Saturday, May 2, 2015

Enemies

Just to pause the day-play, I wanted to do a post about the enemies we have made on the trip. Or rather, the people who are our enemies. They probably think we're super friendly and lovely because they just don't know any better. But they are our nemeses.

Here is the list in order of meeting these people.

1. The Danish man at Gite Ultreia back at St Jean (yes, we started compiling a list very early on). The first thing this man did was wait in front of the door while Noni was in the bathroom and gave her a massive fright when she exited, as well as barely letting her out the door before he barged past. Later on at breakfast, while Noni was washing up he stood at her elbow and criticised her technique and how long she was taking. We've run into him once since then. We hate him.

2. The American man (that's as specific as I'll be- you never know who's watching) who shared a room with us at an albergue in Los Arcos. Lights out came around and he thought that was a good time to start going through his bag with a headlamp on. Headlamps are really annoying because people don't seem to realise that everywhere your head moves, the light will move there too, often straight into everyone else's eyes. Thanks for that, mate. I wasn't trying to sleep at all. It was like a disco was going on, but no one was having any fun. Then when he was done with the disco headlamp, he decided to start reading from his kindle with THE BRIGHTEST SETTING AVAILABLE. Because that won't disturb people trying to sleep. He also repulsed Noni (I slept very soundly) with the most revolting snoring mixed with gurgling all night long, and then decided to wake up at 5 (alarm was set for it), not to leave or anything, but just to spend the next 3 hours rummaging through his plastic bags. He also had an obnoxious know-it-all attitude. We hate him.

3. The woman walking with walking poles who obviously doesn't know how they work, but insists on continuing to use them. LIFT THEM!!! STOP SCRAPING THEM ON THE GROUND!!!! THAT'S NOT HOW THEY WORK AND YOU'RE JUST ANNOYING EVERYONE AROUND YOU!!! We hate her.


4. The pole-scraping woman's boyfriend. At first we had no opinion of him, but then the other day we were starving and went into a bar for lunch. Unfortunately, pretty much every bocadillo had blood pudding in it so we went to the supermarket to buy bocadillo supplies. First, I was waiting behind this guy to get a bread roll. As I stood there I watched him touch every single roll and then decide on which one to take. Well, now all the rolls were contaminated. Never mind, we'll get the rest of the ingredients. Oh wait, now he's taken the last packet of cheese. And we are now bocadillo-less. We hate him.

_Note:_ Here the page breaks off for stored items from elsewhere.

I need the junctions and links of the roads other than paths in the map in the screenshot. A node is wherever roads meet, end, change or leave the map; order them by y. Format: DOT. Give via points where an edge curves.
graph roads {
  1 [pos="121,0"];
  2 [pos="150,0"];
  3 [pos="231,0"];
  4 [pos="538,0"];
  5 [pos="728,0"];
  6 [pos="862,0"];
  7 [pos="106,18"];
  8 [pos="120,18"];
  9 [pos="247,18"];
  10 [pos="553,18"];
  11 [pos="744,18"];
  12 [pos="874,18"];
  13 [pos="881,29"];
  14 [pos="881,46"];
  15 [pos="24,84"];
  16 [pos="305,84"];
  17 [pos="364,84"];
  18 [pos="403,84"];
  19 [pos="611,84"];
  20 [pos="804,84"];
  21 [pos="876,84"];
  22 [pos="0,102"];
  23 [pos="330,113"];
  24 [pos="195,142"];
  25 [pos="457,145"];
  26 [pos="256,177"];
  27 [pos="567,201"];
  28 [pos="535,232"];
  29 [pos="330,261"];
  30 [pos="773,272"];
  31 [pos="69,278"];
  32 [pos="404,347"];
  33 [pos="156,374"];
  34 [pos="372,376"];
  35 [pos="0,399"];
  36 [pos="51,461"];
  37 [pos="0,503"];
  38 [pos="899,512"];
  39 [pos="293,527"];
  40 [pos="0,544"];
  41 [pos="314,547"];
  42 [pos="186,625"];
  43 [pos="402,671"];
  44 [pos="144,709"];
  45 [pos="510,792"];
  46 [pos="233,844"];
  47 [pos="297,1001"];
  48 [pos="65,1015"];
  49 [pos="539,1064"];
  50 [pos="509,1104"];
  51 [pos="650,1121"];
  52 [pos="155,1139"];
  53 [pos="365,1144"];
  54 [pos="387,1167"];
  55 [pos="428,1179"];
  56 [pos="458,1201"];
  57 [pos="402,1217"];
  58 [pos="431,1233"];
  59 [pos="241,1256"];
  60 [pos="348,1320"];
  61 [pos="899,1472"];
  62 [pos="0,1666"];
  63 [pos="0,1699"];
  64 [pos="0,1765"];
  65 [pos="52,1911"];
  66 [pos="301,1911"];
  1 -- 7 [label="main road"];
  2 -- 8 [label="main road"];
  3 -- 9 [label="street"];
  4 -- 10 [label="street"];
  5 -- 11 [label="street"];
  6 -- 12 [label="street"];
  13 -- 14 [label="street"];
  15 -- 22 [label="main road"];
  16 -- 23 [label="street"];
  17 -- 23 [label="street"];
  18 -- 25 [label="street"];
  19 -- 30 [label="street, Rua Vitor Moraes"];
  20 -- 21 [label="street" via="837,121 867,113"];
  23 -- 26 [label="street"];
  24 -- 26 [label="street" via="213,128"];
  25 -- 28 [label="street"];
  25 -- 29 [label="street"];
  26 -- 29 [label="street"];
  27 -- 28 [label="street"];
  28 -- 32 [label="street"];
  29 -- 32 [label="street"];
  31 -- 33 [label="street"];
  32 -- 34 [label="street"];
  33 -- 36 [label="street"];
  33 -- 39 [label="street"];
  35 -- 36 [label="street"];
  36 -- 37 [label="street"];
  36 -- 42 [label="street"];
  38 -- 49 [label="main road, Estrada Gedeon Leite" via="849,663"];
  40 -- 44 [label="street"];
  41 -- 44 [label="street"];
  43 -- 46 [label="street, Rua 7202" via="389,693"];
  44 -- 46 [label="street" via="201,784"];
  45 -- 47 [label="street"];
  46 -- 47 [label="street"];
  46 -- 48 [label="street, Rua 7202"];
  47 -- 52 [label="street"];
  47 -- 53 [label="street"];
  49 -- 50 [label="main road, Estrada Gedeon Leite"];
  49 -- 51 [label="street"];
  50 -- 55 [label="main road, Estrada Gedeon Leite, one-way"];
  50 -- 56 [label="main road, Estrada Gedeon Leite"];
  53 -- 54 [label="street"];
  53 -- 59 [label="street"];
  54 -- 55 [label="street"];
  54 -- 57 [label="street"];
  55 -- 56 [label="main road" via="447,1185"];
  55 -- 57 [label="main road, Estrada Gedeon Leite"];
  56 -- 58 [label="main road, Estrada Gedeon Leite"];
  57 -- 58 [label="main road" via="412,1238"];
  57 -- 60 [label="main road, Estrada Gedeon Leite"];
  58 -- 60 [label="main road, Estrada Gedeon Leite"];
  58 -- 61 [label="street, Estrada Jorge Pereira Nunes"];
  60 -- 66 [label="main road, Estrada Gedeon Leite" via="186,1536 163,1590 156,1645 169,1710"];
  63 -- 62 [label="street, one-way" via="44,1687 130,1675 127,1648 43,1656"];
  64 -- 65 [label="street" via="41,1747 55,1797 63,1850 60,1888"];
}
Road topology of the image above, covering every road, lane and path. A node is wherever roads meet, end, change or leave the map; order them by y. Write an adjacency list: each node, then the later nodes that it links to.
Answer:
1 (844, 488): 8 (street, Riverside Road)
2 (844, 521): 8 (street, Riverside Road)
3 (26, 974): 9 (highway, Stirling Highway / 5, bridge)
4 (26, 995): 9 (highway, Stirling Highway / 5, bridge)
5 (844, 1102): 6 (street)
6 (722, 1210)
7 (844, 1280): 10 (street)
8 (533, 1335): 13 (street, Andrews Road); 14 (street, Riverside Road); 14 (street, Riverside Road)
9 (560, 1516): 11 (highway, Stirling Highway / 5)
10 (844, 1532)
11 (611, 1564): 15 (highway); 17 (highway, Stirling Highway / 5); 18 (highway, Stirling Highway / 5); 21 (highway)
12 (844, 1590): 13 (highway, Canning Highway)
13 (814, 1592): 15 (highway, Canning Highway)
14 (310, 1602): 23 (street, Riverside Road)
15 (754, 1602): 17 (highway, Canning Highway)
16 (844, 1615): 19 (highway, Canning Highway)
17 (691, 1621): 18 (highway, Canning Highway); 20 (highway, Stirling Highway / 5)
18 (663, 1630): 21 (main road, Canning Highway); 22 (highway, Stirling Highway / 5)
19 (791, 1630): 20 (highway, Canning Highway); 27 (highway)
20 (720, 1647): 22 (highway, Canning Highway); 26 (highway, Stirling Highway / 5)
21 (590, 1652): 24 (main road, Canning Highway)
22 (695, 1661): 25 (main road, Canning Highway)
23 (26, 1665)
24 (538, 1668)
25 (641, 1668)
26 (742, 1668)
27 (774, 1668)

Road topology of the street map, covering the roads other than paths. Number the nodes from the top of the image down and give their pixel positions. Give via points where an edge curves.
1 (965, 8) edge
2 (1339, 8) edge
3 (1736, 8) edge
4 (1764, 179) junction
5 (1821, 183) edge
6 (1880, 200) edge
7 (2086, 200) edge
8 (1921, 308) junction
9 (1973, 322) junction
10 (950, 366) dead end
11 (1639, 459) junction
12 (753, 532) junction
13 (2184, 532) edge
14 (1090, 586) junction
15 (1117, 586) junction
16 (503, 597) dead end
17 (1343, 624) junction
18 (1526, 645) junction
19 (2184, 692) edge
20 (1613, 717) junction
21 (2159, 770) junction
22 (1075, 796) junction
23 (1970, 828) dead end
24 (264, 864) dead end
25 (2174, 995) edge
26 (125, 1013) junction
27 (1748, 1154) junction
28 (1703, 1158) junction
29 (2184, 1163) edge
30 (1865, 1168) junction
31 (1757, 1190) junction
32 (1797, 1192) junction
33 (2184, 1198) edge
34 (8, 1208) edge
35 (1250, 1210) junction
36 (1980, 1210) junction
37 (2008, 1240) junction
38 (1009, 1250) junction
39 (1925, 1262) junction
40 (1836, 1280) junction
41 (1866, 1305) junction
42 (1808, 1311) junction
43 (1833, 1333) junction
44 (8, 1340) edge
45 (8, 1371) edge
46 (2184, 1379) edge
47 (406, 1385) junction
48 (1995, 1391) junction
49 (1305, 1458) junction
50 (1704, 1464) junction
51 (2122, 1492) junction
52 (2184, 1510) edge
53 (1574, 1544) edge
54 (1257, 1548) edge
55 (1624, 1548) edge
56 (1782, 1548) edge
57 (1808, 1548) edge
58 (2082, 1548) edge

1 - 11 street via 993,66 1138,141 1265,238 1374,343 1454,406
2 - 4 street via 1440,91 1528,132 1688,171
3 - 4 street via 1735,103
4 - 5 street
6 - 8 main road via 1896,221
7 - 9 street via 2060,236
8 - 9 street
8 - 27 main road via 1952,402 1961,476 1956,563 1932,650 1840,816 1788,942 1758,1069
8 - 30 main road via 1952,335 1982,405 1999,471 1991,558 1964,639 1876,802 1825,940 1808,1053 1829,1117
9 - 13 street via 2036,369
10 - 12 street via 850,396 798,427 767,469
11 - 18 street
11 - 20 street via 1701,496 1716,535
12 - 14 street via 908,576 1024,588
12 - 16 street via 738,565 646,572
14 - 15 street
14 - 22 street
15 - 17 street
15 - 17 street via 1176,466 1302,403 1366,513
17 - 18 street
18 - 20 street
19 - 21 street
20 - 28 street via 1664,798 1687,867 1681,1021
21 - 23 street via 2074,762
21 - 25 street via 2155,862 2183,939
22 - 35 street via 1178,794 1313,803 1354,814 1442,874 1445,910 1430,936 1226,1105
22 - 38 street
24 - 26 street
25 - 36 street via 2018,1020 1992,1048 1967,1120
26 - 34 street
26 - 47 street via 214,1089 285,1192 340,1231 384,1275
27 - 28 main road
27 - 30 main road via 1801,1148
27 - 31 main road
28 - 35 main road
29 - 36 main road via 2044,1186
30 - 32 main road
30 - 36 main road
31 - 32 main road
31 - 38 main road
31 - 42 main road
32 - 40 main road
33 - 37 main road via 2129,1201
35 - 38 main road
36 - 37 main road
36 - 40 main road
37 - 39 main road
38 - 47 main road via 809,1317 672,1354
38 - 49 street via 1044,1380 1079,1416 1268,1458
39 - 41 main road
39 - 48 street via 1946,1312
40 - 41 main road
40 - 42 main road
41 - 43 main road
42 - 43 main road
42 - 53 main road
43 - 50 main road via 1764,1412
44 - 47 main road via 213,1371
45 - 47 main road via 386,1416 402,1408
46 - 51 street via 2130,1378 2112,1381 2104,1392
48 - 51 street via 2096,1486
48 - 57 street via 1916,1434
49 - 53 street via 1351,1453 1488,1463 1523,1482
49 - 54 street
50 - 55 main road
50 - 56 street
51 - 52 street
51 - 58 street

5. The hipster guy with the beard and floppy hipster hair. Well, I hated him on sight because of aforementioned hipster affectations, but his status as nemesis was confirmed when he began talking to us and was so over-the-top earnest and friendly and do-gooder and just so... American? Even the way he asked where we were from and we replied Australia, then when he asked for more info we expanded, and when we asked where he was from, his response was, "California." Oh, the country California? He also had a really California accent which really added that extra annoying to his over-friendliness. Here's another example of his must-be-fake earnestness:
      Hipster: Oh, you're Australian? I love Australians! Every Australian I've ever met has been so nice and friendly that I really want to go there.
      Me: And then you met us.
      Hipster: Hahaha. Yeah, I mean, any country with so many friendly people must be amazing, you know.
      Me: And then there's us.
      Hipster: Heh heh... Yeahhhh. Australians are so friendly.
We hate him.

6. Rape-face. There's this one guy who just creeps the crap out of us. Maybe "Rape-face" is too harsh a nickname. All I'm saying is that I think this guy would like to make a coat out of our skin. He gives off really "It puts the lotion on this skin" vibes. We probably don't hate him, we're just terrified of him.

7. Tourigrinos. Now, I never thought I'd be one of those people to hate on the way people undertake this journey, because I think the fact that anyone is on the Camino is awesome. However, yesterday and today have made me really hate these particular style of pilgrims. These are mostly Spanish people who are almost doing the Camino as part of a package tour. They set out each day in fancy new clothes with nothing but a small backpack, or just a handbag, to weigh them down. They often pre-book everything because they have people meeting them at the end of each stage who can book for them, and they often speed past us as we're ambling along, wounded and weighed down. Why do we hate them? Because last night we couldn't get any accommodation due to tourigrinos having booked everything out. We ended up having to cab to the next town. Then today we arrive early at the town to find everything already sold out. We eventually found a hotel room but are paying a ridiculous price. It's just incredibly frustrating, and we're becoming quite resentful of these people, even though they're just making the system work for them. If we knew how our injured limbs would feel each day and how far we could go, we'd be able to book ahead, but as it is we walk until we are in too much pain to go any further, so can't prebook anything. And so, we hate them.